Practical Necessities

  • Mace
    Don’t worry–only for emergencies, never for unruly children. I swear.
  • Comfy sneakers
    It’s fine, Letterman made professional dress matched with sneakers cool and acceptable. Necessary, because we do a lot of walking. Often in bad neighborhoods. Which means sometimes we have to do some running.
  • Glee Christmas Album
    Do you need any more reason, other than “it’s awesome?” OK. Sometimes, the job is hard, holidays aren’t happy for everyone, and the Christmas spirit gets dangerously low. (And we all know that’s what powers Santa’s sleigh.) Nothing lifts my mood like Glee. If it doesn’t do the same for you…well I just don’t know if we have anything to say to each other.

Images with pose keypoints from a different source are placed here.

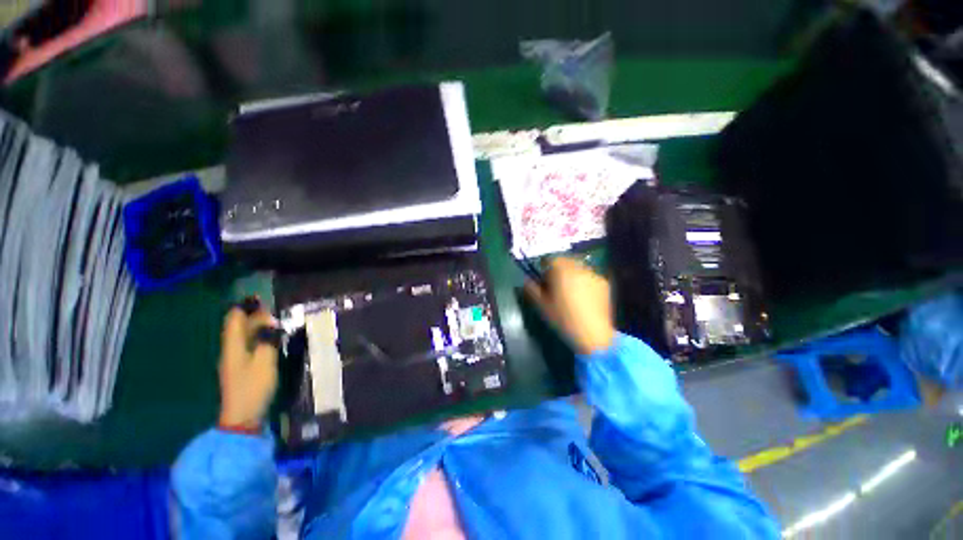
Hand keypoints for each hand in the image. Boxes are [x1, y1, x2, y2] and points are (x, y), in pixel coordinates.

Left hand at [217, 304, 278, 429]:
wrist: (242, 416)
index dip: (244, 308)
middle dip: (252, 316)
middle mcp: (230, 351)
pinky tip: (267, 339)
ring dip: (254, 326)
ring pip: (242, 337)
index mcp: (233, 347)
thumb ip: (267, 341)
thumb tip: (270, 325)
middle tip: (271, 309)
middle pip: (237, 328)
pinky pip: (246, 345)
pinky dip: (256, 337)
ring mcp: (234, 361)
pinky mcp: (240, 369)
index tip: (257, 298)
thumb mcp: (265, 362)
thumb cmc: (253, 387)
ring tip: (272, 321)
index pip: (234, 321)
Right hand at [524, 257, 615, 354]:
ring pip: (578, 268)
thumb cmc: (563, 318)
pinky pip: (590, 276)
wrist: (593, 334)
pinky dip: (584, 281)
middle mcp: (578, 268)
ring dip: (572, 274)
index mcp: (561, 270)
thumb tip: (526, 280)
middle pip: (565, 261)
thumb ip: (531, 289)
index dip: (544, 267)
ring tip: (571, 291)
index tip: (543, 279)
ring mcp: (594, 274)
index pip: (550, 259)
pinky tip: (584, 297)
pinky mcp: (604, 283)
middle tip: (556, 284)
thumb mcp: (541, 305)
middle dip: (558, 269)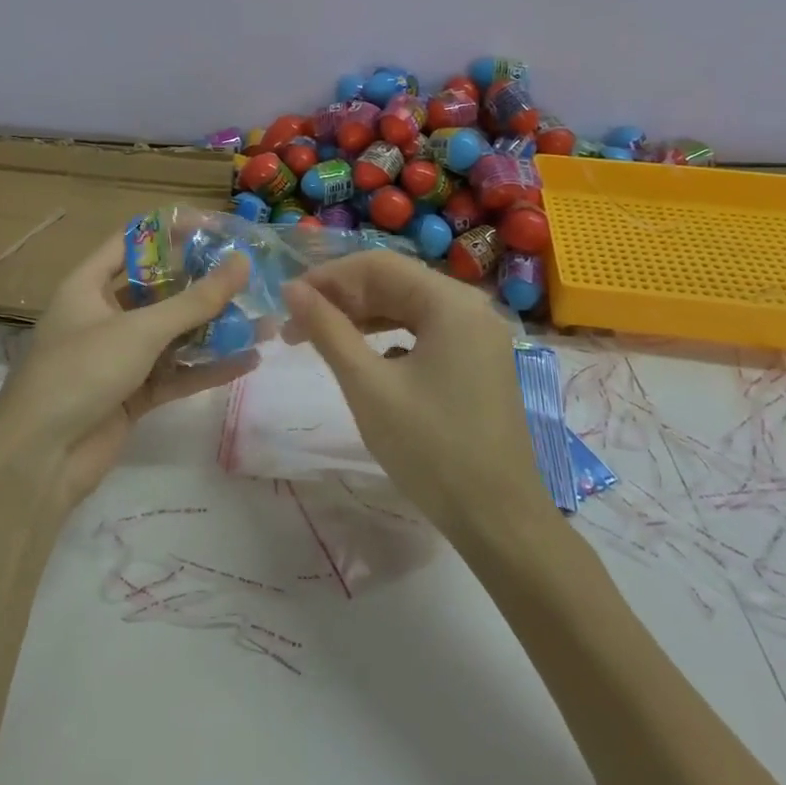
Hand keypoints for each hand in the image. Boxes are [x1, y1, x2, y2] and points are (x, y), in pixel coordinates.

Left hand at [0, 235, 254, 515]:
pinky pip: (177, 374)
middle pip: (159, 290)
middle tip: (250, 276)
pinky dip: (208, 368)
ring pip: (174, 335)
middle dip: (203, 285)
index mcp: (88, 287)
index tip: (216, 228)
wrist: (39, 459)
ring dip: (215, 329)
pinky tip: (249, 360)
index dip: (170, 231)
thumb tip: (241, 262)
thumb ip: (194, 300)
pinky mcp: (134, 395)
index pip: (131, 243)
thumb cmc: (80, 372)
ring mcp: (119, 358)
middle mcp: (103, 316)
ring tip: (263, 320)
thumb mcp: (139, 330)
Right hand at [281, 251, 539, 534]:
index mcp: (451, 302)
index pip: (377, 265)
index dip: (327, 277)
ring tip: (318, 340)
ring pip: (408, 307)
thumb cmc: (430, 449)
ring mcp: (479, 335)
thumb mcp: (367, 385)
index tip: (287, 301)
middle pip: (394, 282)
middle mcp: (471, 307)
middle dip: (342, 299)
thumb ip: (327, 329)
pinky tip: (364, 360)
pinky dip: (388, 337)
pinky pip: (425, 332)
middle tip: (295, 327)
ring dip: (361, 318)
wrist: (498, 520)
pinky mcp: (479, 361)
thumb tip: (291, 289)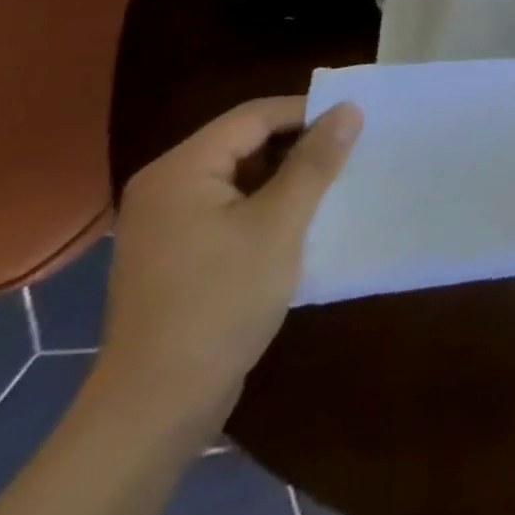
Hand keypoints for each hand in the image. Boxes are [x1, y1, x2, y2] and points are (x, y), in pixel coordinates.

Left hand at [98, 97, 361, 435]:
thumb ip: (315, 162)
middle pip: (244, 142)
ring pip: (240, 176)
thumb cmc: (220, 302)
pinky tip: (301, 222)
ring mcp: (165, 224)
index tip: (357, 124)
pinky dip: (266, 205)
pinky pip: (229, 209)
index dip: (308, 113)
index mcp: (181, 170)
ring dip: (286, 176)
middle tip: (351, 154)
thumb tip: (349, 109)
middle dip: (299, 145)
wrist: (157, 405)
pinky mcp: (175, 255)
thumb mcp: (280, 224)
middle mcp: (165, 188)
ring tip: (334, 185)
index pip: (254, 116)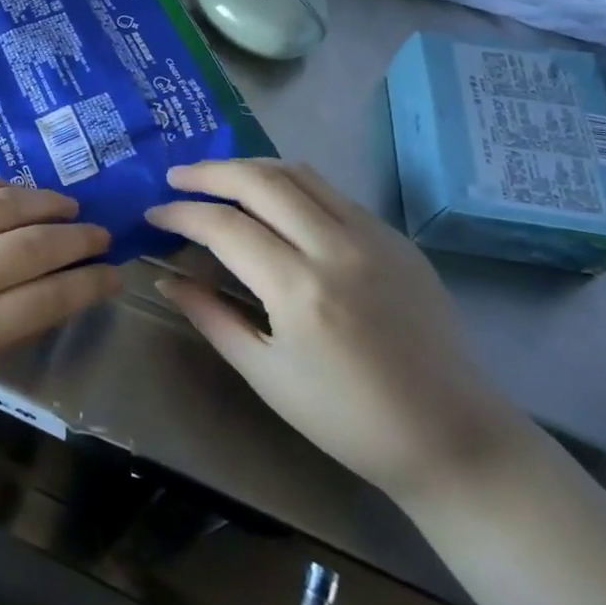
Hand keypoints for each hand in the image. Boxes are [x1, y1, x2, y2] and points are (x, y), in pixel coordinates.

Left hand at [0, 173, 118, 394]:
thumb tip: (45, 284)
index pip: (43, 302)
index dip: (88, 285)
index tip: (115, 274)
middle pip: (32, 248)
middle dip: (77, 240)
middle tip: (101, 234)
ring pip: (2, 204)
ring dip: (45, 203)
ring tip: (68, 206)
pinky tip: (16, 190)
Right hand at [146, 160, 523, 505]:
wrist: (452, 436)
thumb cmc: (348, 419)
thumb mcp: (266, 375)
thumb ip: (211, 317)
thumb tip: (165, 279)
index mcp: (300, 289)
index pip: (224, 225)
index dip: (181, 213)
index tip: (152, 213)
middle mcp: (336, 247)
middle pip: (260, 180)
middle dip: (210, 172)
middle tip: (177, 178)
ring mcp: (373, 235)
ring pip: (299, 173)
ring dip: (250, 168)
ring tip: (218, 178)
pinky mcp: (396, 237)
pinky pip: (331, 192)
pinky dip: (290, 185)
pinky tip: (273, 203)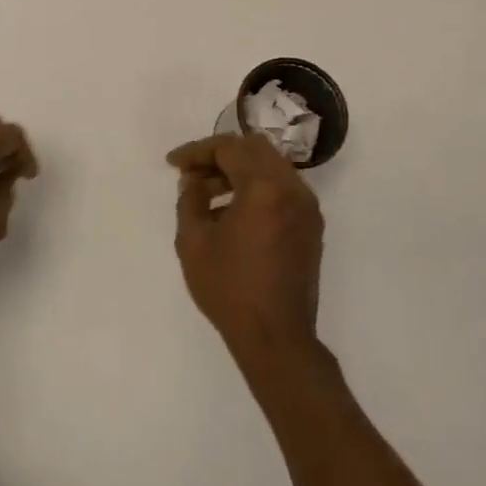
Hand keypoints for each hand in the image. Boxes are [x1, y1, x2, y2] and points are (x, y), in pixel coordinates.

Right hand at [167, 133, 323, 360]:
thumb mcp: (193, 242)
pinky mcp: (311, 225)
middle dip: (220, 155)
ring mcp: (307, 207)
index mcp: (265, 188)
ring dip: (239, 171)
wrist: (276, 337)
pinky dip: (257, 188)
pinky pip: (282, 189)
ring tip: (208, 193)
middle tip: (192, 173)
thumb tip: (194, 180)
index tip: (174, 164)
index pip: (229, 148)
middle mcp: (293, 189)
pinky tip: (233, 211)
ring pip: (271, 167)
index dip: (197, 151)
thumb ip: (190, 199)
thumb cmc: (229, 289)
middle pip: (255, 149)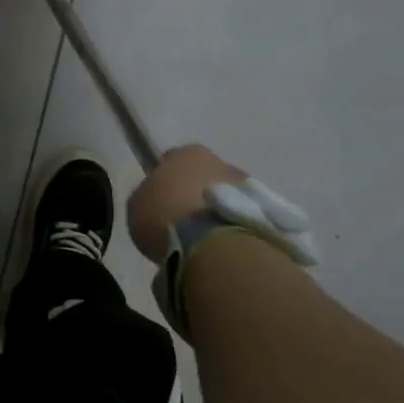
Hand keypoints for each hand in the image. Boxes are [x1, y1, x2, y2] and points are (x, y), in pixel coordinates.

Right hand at [128, 143, 247, 261]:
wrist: (213, 247)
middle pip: (204, 177)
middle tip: (182, 223)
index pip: (172, 159)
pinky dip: (230, 229)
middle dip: (195, 195)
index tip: (159, 201)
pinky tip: (218, 249)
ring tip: (201, 241)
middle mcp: (221, 162)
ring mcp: (248, 187)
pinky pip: (240, 218)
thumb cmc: (166, 216)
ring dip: (215, 213)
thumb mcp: (137, 204)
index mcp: (188, 152)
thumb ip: (148, 195)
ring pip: (225, 198)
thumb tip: (158, 199)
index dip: (164, 180)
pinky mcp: (266, 215)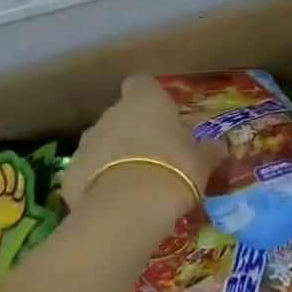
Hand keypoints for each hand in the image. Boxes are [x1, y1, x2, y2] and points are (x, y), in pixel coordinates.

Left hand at [61, 74, 217, 212]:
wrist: (128, 207)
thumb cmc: (174, 169)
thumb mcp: (203, 160)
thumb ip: (210, 148)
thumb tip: (220, 143)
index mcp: (144, 100)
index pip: (141, 83)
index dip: (150, 98)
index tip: (163, 117)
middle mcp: (111, 113)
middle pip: (121, 115)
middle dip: (134, 131)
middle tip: (155, 158)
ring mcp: (87, 142)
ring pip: (102, 143)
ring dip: (114, 157)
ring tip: (134, 185)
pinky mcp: (71, 172)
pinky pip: (87, 173)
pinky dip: (97, 184)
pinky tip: (114, 205)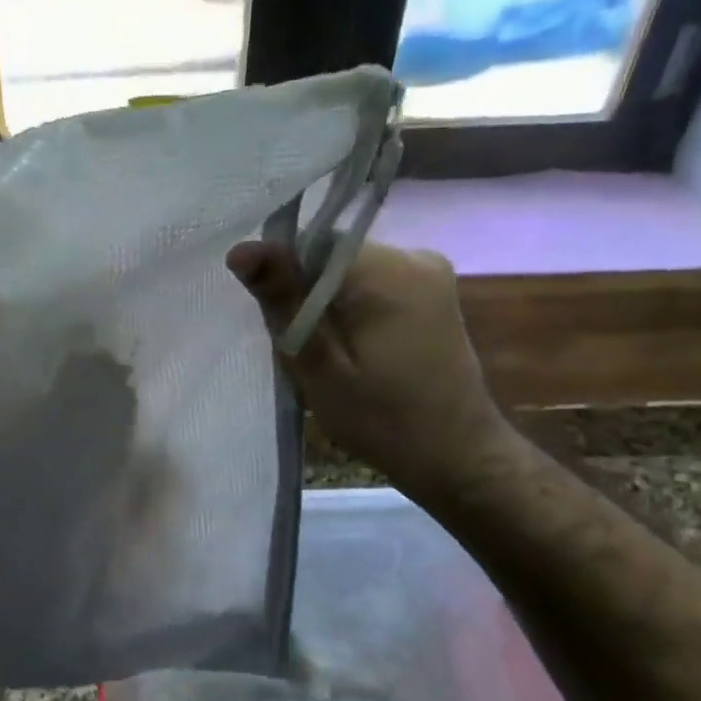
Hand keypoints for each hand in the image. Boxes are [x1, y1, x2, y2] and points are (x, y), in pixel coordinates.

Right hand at [228, 240, 518, 507]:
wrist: (459, 457)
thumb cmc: (383, 420)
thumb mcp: (319, 366)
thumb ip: (282, 301)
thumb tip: (241, 248)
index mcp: (386, 269)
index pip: (309, 244)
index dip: (284, 281)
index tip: (282, 327)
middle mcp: (414, 255)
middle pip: (330, 256)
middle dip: (306, 296)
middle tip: (305, 353)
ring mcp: (430, 273)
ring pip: (349, 272)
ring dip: (328, 305)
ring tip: (330, 358)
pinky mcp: (434, 293)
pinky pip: (373, 285)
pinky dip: (353, 311)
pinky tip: (355, 352)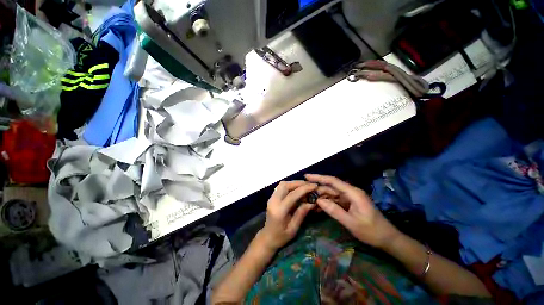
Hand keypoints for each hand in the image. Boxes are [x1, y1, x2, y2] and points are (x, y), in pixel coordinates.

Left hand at [258, 181, 316, 250]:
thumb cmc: (280, 237)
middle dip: (298, 183)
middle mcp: (273, 201)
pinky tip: (297, 189)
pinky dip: (290, 185)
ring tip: (305, 186)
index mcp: (279, 210)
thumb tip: (312, 202)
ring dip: (294, 183)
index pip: (292, 195)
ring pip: (282, 184)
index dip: (304, 189)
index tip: (314, 186)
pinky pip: (281, 187)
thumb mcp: (293, 229)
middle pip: (285, 185)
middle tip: (310, 185)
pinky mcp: (272, 197)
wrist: (267, 237)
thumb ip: (301, 214)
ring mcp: (271, 198)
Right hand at [305, 174, 400, 248]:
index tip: (306, 176)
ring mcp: (350, 197)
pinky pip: (335, 200)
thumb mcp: (351, 223)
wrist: (388, 239)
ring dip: (321, 196)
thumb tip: (318, 200)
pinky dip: (327, 202)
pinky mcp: (349, 203)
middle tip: (305, 193)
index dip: (319, 177)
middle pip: (331, 187)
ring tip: (309, 200)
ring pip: (332, 193)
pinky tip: (319, 206)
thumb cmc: (371, 231)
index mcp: (353, 193)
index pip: (333, 181)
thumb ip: (334, 211)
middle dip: (318, 189)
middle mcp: (351, 192)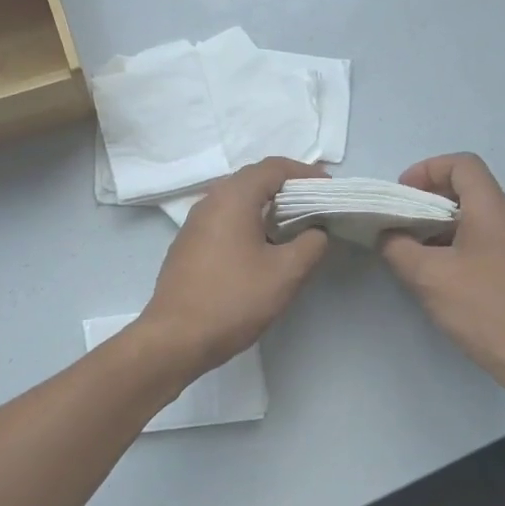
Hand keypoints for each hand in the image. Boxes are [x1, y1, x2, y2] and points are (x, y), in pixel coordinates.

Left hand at [139, 158, 330, 376]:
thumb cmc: (234, 300)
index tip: (329, 190)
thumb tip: (316, 231)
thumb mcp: (286, 273)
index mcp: (233, 197)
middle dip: (287, 189)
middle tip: (315, 207)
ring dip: (266, 208)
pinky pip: (224, 222)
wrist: (176, 338)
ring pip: (236, 202)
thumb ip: (311, 244)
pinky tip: (261, 250)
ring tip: (294, 228)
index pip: (274, 167)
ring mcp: (193, 224)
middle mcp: (209, 201)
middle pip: (253, 180)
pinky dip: (248, 224)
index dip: (305, 174)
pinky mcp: (187, 246)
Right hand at [379, 153, 504, 395]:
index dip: (427, 169)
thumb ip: (398, 248)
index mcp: (491, 209)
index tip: (400, 195)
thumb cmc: (483, 308)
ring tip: (408, 248)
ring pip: (470, 217)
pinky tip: (432, 272)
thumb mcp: (428, 277)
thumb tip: (387, 235)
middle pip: (466, 188)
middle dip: (426, 198)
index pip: (462, 164)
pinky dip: (450, 244)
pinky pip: (478, 240)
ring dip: (436, 224)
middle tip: (397, 222)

    Aside from that, nothing makes me happy like inclusivity and a lack of heteronormativity. A couple of cute teenage boys chasing each other around while singing a love song, on national television like it’s no big thang? Love it for my teens.
  • Spanish-English dictionary
    Avoid sounding like an idiot. A former co-worker was constantly asking kids how many anuses they have, instead of how old they are, and saying, “I love you?” instead of asking if they wanted a snack. Seriously. Don’t be that crazy person.
  • Subway/bus map
    You’re going to be on public transit, and you’re going to get lost. Prepare for it now.
  • Silly Bandz, slap bracelets, whatever the latest trend is.
    Nothing gets you in good with a reluctant kid like nonchalantly flashing proof that you follow the latest fads.
  • Play Doh
    Because everyone loves it. You’re never too old. I have my own set that I don’t even let the kids play with. (What, they always mix up the colors. I hate that.)
  • Pens
    I believe we’ve gone over this.

Well, I hope I was able to help. (It’s kind of why I got into this profession.) And if your own budget is a little too tight, maybe you can hug a social worker this holiday season. We like that sort of thing.